The present RBI Governor Dr.Raghuram G Rajan has presciently voiced his concerns over the deteriorating credit quality the banks under his charge suffer since way back in 2014 when he was just a year into his three-year tenure. At the 20th Lalit Doshi Memorial Lecture in Mumbai on August 11, 2014, Rajan put it point-blank when he said how banks had become the whipping-boy and ploy down the years. “The crooked politician needs the businessmen to provide the funds that allow him to supply patronage to the poor and fight elections. The corrupt businessman needs the crooked politician to get public resources and contracts cheaply. And the politician needs the votes of the poor and the underprivileged”. 
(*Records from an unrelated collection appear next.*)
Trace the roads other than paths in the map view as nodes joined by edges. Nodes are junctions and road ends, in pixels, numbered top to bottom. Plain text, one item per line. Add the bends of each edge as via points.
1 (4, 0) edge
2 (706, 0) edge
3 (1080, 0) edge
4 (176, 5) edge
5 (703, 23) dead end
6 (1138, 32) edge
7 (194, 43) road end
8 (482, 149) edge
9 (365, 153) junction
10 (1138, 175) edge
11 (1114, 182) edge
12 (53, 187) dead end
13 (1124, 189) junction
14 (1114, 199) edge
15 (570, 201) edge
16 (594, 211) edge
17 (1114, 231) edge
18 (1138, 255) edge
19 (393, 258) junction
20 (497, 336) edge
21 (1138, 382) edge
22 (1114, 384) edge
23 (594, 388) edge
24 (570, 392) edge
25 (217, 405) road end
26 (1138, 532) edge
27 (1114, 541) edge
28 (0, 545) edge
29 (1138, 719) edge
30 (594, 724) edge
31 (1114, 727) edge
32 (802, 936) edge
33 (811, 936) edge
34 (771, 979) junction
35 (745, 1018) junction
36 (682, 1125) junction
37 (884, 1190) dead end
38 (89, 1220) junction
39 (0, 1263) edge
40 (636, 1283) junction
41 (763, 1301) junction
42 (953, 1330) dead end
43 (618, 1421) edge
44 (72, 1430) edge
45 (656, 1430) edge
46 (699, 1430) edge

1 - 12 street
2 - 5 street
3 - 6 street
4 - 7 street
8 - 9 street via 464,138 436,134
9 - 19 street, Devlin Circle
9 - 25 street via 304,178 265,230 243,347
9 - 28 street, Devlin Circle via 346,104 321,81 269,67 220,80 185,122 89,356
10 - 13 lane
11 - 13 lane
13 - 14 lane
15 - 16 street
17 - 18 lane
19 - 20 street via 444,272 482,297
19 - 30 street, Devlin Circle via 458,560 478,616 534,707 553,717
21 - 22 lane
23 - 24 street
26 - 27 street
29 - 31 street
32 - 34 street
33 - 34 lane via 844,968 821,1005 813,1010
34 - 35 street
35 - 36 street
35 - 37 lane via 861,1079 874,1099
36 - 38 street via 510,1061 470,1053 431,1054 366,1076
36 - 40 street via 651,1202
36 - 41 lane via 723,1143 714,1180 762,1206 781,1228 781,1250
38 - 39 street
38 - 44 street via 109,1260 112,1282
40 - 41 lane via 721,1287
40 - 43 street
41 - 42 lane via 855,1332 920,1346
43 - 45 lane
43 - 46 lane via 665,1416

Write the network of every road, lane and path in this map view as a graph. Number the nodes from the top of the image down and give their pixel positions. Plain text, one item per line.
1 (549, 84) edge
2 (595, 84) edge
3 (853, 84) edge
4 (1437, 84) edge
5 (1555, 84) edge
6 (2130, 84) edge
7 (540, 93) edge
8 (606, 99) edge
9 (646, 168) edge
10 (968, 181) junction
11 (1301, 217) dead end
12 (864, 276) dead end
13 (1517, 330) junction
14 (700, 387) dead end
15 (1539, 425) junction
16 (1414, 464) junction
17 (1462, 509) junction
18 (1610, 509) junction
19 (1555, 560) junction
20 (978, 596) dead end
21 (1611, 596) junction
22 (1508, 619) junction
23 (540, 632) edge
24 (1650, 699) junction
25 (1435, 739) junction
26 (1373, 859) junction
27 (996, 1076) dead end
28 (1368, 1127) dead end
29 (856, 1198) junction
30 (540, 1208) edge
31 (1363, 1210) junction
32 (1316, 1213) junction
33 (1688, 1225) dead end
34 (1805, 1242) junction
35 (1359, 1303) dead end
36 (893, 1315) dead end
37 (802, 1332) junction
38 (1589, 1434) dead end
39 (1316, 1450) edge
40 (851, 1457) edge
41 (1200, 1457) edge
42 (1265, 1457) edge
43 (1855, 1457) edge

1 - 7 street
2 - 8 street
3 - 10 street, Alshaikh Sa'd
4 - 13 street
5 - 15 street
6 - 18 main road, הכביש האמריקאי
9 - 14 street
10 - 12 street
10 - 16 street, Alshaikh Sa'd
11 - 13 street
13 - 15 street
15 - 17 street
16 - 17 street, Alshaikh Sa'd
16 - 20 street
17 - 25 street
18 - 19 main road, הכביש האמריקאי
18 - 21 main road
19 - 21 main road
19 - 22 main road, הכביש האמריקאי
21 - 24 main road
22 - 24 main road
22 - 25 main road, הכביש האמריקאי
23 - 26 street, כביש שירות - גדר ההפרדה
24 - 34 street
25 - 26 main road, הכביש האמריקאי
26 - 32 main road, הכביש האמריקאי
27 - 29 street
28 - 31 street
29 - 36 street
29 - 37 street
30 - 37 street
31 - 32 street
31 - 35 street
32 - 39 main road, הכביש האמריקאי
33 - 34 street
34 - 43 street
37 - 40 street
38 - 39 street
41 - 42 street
There are honorable exceptions and corporate houses which do not subscribe to this nefarious nexus to move up in the ladder but in a universe where “the culture of impunity” as elegantly expressed by Rajan to criticise the “rich and well-connected wrong-doer” holds sway, the cynicism gets entrenched. Hence, his  formula of putting AQR in two quarters, October-December 2015 and January-March 2016 meant the magnitude of bad loans would be brought to the fore, hitting their profitability. 

The trend to sequester rotten apples from the harvest of advances is an ongoing process and the fourth quarter results would also take a hit on profitability. Rajan justified the move to ask banks to classify loans that were detected during the AQR as bad loans as this is a good accounting, realistically reflecting what the true value of the loan might be. “It is accompanied by provisioning which ensures the bank sets aside a buffer to absorb likely losses. If the losses do not materialise, the bank can write back provisioning to profits”. In a sense, the regulator signaled that the idea of persisting with the recovery of loans would not be relented by the banks if they are to retain their value, worth, and existential significance.

Eventually, nothing can restore the PSBs to a hale and hearty state than investing them with the functional autonomy they are badly in need to banish the NPA blue.   Merely talking about diluting the government stake in the banks or putting them up for divestment at a time when the albatross of NPAs is hanging like a noose in their necks would not do, analysts assert.  PSBs should be board-managed and not be rode backseat by powers that be,  nor the culture of terrorising honest officials 
post-crisis by CBI sleuths to render them shy away from their core areas of nurturing the economy by providing the wherewithal of credit/advances to stakeholders in the real sectors.